Daniel is a Peer Research Associate with the Making it Work Community Based Research Study. 

What first piqued your interest in the HIV sector?

After I got healthy and strong enough to go back to work after my own HIV and cancer diagnoses in September 2015 and following treatment, I began working in the HIV sector. Firstly, with one of the AIDS service organizations that helped me early on with my diagnosis. Now, I serve on three community advisory committees, and a couple Boards of Directors for HIV non-profit societies. I guess you could say it’s been quite a full circle!

How do you see the impact of your work?

My mom often tells me that I have helped her understand and learn about HIV. As an educator, I’ve spoken to many people and shared my lived experiences which reduces stigma and puts a human face on what can be an abstract idea for some.

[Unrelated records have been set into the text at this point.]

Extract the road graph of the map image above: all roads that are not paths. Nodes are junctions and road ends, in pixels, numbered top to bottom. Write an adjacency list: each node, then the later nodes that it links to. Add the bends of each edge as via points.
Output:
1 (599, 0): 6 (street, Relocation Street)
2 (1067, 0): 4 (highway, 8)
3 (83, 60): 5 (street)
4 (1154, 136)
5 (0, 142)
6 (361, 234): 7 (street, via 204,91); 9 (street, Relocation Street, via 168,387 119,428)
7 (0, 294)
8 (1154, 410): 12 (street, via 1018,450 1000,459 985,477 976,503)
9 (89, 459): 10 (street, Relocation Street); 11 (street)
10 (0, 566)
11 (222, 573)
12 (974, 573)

How do you engage the community in your work?

As a person living with HIV and lived experiences in homelessness, mental wellness challenges, substance use and sobriety, and other challenges, I feel I’m an ambassador to people about my lived experiences. I may not have a PhD but I am an expert in my lived experiences!

If you had unlimited funds, which areas of research would you invest in?

I personally have changed the way I see money and my relationship with it. In the past having money meant I was happy, and when I didn’t have money I wasn’t happy! It was quite a rollercoaster ride that had an unsettling impact on my mental, emotional, spiritual, and physical health. Today I have removed the impact and hostage-like control money had on me, by understanding that in the natural world, money is irrelevant. A deer has never had to use a Visa to pay for plants to eat. A plant never had to get a loan from a bank to pay the sun for energy. While I cannot change the fact that almost all human culture runs on money, I can change how I see money, how it impacts me, and how I use it. If I had unlimited funds I would remove money from the entire global economic system and return to a system that doesn’t exclude some people and benefit others while unsustainably exploiting the planet.

What is the natural talent you’d like to be gifted with?

I am satisfied with the natural talents I already have. I believe I can do anything and learn any skill, it just takes practice, persistence, and perseverance. If this were not true when I was a baby trying to walk I would have fallen down once and never tried again. I’m profoundly grateful to be a human, this time, because I can imagine things then create them, I can learn, I can grow, I can develop skills, I can share, I can use all the tools, skills, and knowledge passed down through generations to better myself and the world.